(Your task) Go through the records and extract every line with the word "Bruch".

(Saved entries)
▬▬▬

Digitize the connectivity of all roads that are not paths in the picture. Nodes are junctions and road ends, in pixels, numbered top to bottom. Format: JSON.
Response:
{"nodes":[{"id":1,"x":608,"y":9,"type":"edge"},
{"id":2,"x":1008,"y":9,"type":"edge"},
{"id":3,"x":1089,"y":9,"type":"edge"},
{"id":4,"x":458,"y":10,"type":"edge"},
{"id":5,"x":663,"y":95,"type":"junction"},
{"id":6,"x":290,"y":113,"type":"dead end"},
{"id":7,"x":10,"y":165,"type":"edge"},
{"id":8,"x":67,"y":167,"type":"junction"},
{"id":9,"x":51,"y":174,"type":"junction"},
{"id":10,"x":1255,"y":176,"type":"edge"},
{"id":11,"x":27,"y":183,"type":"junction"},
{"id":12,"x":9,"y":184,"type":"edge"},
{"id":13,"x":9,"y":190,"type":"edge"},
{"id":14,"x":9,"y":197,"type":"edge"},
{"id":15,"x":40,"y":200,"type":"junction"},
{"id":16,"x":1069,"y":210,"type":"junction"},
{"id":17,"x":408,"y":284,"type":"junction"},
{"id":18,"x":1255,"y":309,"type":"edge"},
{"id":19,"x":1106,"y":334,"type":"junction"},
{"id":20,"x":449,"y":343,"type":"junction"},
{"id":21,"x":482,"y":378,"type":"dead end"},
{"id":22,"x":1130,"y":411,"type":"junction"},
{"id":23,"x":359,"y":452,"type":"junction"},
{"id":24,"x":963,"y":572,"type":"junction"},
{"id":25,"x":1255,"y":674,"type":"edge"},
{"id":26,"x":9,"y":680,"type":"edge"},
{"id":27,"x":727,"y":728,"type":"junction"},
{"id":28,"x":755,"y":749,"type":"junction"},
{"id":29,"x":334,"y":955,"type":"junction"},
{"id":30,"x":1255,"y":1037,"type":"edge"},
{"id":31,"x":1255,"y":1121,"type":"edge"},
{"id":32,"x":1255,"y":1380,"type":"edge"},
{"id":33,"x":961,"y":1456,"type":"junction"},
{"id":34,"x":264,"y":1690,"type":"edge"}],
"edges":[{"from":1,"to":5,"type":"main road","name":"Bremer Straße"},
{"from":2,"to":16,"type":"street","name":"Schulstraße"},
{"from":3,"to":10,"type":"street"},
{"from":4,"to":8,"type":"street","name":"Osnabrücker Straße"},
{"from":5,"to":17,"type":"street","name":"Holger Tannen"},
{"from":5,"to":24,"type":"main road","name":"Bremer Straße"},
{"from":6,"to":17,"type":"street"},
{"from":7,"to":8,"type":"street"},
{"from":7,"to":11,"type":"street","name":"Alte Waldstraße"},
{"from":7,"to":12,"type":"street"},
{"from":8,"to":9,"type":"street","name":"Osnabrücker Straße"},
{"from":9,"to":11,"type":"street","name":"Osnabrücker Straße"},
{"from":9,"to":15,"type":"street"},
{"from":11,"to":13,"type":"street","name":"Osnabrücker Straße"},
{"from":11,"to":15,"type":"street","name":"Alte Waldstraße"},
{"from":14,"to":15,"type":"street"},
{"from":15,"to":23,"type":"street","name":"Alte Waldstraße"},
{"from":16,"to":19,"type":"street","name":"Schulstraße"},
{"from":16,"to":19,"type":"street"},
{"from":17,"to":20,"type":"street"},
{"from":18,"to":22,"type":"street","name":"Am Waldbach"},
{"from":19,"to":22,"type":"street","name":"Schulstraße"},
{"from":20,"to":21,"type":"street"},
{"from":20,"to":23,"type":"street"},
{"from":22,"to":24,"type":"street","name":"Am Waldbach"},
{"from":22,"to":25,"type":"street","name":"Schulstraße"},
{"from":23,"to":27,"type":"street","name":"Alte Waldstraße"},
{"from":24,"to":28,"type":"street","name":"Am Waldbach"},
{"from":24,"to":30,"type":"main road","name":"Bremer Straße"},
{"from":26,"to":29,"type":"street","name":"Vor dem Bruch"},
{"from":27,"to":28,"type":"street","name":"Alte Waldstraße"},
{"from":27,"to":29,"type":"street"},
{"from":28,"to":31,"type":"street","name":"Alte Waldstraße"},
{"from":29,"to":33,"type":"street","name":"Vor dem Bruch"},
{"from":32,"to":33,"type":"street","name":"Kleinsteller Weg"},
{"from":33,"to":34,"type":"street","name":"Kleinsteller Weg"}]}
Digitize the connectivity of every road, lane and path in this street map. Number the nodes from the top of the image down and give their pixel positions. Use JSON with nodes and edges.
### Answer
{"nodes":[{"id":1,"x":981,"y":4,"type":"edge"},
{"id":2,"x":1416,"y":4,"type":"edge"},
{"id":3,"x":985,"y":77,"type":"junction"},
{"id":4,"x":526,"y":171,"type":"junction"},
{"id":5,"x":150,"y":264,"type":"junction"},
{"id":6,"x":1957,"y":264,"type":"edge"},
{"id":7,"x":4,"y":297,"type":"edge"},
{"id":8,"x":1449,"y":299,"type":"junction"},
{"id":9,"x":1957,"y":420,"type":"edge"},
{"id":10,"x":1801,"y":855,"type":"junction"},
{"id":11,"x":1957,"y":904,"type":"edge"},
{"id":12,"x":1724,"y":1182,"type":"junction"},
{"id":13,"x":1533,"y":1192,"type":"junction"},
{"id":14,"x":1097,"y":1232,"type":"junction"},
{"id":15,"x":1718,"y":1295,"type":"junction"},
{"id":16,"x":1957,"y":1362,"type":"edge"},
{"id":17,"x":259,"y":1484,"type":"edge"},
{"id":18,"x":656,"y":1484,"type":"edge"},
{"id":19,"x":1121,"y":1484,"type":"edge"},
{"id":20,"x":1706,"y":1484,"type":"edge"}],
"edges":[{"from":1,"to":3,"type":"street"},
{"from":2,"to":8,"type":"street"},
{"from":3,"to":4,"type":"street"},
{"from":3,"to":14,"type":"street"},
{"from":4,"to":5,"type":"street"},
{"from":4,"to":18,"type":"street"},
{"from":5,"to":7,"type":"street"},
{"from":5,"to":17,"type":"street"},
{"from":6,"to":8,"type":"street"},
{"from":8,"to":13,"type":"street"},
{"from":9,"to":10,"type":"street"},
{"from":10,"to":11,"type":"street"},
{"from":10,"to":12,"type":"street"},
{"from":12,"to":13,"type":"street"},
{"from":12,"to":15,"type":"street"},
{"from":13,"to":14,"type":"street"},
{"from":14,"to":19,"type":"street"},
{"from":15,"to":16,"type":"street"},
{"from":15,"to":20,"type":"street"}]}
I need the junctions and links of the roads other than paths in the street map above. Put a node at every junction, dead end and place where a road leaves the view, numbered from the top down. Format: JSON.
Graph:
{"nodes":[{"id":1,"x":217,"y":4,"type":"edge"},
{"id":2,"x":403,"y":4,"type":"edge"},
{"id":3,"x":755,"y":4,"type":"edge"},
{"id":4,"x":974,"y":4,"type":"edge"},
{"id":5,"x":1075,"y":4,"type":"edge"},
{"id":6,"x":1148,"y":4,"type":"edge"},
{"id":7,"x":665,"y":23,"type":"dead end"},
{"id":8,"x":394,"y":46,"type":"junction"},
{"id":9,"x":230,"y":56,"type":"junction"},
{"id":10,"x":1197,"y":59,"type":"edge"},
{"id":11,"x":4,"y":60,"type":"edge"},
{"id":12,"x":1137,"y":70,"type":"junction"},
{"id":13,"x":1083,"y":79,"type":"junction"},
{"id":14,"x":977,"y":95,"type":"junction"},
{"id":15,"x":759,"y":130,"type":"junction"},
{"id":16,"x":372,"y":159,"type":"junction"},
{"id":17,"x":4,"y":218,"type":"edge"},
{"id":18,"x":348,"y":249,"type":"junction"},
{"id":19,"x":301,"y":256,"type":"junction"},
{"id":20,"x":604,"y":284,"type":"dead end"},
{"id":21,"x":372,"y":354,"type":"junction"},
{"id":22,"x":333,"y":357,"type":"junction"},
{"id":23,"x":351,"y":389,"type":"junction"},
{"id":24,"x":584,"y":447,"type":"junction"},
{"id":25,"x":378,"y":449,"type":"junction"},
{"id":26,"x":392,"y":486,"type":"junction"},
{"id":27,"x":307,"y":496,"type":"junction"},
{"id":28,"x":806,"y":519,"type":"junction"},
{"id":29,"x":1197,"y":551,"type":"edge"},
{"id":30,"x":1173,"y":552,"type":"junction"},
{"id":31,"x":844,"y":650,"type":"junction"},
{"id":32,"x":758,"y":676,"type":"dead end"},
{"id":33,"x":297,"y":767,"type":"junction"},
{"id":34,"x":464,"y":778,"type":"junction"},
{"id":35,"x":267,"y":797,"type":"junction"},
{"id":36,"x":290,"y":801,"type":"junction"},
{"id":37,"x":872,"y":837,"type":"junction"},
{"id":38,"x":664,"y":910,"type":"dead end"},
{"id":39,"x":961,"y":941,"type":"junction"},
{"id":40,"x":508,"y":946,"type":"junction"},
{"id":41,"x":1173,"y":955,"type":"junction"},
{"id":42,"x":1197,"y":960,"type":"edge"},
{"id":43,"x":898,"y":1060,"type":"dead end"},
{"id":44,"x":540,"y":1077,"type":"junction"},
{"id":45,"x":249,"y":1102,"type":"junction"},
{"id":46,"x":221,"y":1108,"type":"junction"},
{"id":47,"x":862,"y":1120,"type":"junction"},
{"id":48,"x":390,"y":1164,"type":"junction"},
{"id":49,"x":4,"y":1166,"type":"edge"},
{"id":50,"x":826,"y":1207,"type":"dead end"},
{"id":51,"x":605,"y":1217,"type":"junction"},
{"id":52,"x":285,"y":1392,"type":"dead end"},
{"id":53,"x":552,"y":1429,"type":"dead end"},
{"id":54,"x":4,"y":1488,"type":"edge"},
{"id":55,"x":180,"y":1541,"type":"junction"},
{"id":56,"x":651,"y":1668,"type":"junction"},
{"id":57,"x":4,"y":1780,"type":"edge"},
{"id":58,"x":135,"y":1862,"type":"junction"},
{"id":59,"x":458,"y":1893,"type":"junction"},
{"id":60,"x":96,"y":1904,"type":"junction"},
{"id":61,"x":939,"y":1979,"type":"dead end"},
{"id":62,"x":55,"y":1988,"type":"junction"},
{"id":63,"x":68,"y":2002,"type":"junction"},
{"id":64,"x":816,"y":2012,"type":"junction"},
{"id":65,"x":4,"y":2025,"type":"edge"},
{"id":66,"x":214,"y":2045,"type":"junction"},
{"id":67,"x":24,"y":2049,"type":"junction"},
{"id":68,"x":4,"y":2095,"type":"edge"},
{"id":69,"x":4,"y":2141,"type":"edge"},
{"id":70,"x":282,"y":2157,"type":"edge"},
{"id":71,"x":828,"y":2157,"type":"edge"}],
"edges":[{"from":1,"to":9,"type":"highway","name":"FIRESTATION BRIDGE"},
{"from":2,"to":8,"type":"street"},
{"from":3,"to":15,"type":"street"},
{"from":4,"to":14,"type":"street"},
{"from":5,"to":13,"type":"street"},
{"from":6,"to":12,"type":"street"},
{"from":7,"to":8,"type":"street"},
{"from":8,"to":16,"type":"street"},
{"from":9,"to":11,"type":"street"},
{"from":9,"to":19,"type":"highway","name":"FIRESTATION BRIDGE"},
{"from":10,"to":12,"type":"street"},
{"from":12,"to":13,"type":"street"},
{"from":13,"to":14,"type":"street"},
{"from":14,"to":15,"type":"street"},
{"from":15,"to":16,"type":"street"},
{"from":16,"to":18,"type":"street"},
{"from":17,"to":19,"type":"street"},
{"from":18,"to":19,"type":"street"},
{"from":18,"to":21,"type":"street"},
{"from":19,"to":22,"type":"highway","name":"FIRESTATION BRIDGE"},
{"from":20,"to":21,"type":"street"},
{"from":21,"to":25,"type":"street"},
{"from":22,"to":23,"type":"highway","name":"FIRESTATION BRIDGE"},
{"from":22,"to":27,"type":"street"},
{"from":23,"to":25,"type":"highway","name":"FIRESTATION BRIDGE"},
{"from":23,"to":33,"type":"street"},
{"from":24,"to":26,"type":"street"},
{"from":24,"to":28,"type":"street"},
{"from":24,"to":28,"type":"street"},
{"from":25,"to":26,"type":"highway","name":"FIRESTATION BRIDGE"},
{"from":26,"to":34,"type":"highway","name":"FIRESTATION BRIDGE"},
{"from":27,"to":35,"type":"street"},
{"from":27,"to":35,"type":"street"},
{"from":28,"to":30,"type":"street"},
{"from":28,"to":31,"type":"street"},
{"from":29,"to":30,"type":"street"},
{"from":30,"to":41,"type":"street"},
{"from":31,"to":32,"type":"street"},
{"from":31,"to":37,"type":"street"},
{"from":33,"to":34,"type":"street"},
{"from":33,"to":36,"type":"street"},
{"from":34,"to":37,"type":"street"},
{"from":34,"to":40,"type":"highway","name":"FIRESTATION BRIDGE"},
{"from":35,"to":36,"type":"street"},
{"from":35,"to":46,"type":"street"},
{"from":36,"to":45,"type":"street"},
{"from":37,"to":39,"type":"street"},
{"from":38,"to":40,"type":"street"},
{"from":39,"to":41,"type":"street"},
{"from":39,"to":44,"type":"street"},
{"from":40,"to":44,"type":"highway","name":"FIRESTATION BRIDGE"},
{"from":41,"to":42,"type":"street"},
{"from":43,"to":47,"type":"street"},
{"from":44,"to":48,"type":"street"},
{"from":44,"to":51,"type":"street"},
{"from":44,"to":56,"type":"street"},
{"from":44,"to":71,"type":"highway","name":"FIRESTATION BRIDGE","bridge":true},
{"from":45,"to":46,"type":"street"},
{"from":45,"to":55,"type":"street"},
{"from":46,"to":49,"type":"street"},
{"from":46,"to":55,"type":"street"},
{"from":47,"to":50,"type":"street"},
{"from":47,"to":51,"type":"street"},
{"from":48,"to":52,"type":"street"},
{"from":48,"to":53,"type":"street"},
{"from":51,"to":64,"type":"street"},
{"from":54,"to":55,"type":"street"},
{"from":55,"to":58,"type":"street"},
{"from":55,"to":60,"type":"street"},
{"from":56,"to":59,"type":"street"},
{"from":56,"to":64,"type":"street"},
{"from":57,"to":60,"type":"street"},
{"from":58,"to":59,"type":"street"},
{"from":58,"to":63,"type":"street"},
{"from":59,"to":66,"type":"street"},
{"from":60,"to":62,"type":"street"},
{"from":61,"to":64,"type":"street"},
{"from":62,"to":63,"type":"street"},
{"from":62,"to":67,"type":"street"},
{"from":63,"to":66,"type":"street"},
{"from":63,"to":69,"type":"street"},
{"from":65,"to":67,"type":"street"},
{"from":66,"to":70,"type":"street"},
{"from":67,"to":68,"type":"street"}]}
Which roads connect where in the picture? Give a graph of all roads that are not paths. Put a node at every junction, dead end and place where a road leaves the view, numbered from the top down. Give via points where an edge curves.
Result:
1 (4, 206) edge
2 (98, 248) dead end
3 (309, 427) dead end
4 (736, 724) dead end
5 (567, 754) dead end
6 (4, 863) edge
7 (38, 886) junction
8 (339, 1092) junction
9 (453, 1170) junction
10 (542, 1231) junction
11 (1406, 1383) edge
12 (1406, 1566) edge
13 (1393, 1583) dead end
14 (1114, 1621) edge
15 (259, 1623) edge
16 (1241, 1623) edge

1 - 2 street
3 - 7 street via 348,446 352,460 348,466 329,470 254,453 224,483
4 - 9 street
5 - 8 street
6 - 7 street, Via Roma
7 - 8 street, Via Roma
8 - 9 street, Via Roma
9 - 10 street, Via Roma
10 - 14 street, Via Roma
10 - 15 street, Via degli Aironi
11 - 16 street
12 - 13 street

▬▬▬

(Your response)
{"from":26,"to":29,"type":"street","name":"Vor dem Bruch"},
{"from":29,"to":33,"type":"street","name":"Vor dem Bruch"},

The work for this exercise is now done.